I had a chance to pick up a couple of these for like $200-$400(living in a military town has it's perks sometimes) a few years back and put them on a buddy's "hunting camp" property.

Wasn't going to be that elaborate, just cheaper than a small travel trailer and a little bigger.

Cool idea but seeing the pics mine would end up being like the 8 of them example different "wings",Double stack etc. :laughing:


----------



## katoman (Apr 26, 2009)

I know a builder up here who was considering useing containers for the cottage market. They could be singular, or joiner together. The main advantages are that the main structure is cheap, and they are easily transported. He hasn't yet done it though. Have no idea if they would pass all building code requirements.


----------



## fireguy (Oct 29, 2006)

I rented one as a temp shop for several months. The people who rented it to me have one set up as an office. There is a bathroom, waiting area, small office. It looks nice, has a sliding door, a couple of windows, insulated, sheetrock, carpet on the floor. 
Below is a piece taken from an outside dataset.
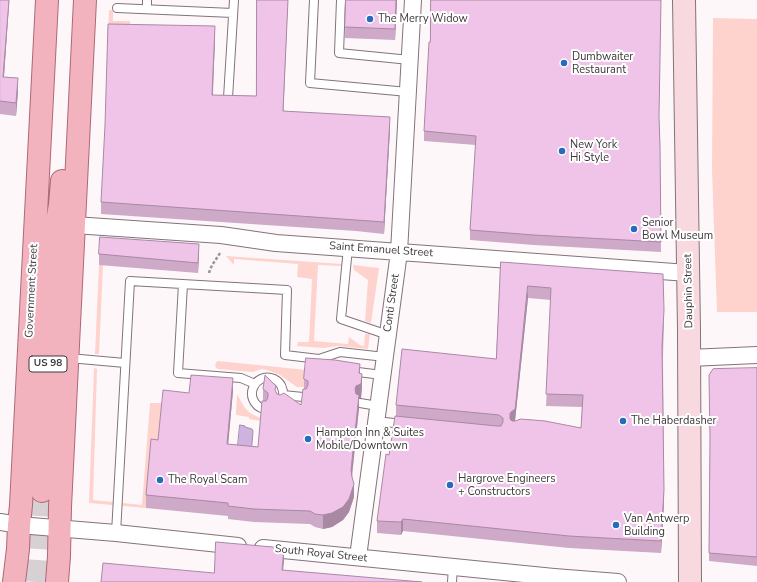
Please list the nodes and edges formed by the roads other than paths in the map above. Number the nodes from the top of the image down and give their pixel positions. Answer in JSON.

They had a problem with the building inspector, who was concerned the box car would not carry the snow load. This in an area where 6 inches is a lot of snow. Anyone have any idea how deep the snow would be to weigh as much as 4 or 5 of those boxes full of china stuff?


----------



## skyhook (Mar 17, 2007)

fireguy said:


> They had a problem with the building inspector, who was concerned the box car would not carry the *snow load*. This in an area where 6 inches is a lot of snow. Anyone have any idea how deep the snow would be to weigh as much as 4 or 5 of those boxes full of china stuff?


When they are stacked, the compression load is on the sides. As posted above, they are used in Alaska. Some simple calcs from a Structural Engineer should be enough to satisfy the Building and Safety Dept.


----------



## Storage (Jul 17, 2010)

*Cargo Container Housing-Legos for Grownups*

Used cargo containers are like legos-you can build anything with them! We have done custom containers for the past several years. Sea cargo containers can convert into homes, offices, workshops, hunting cabins-you name it! Right now I have a few customers that are buying them and bulding housing for Haiti and the Gulf disaster (to house BP workers). Once I had a cutomer that covered the exterior with logs to make a log cabin style office.

I have a cool link on my website-Container City from Modern Marvels. It shows an entire community built out of shipping containers. This site won't allow me to post the link, but my company name is Atlas Sales & Leasing, Inc. of Lilburn, GA. Find my site and go to the news page or find similar examples on u tube.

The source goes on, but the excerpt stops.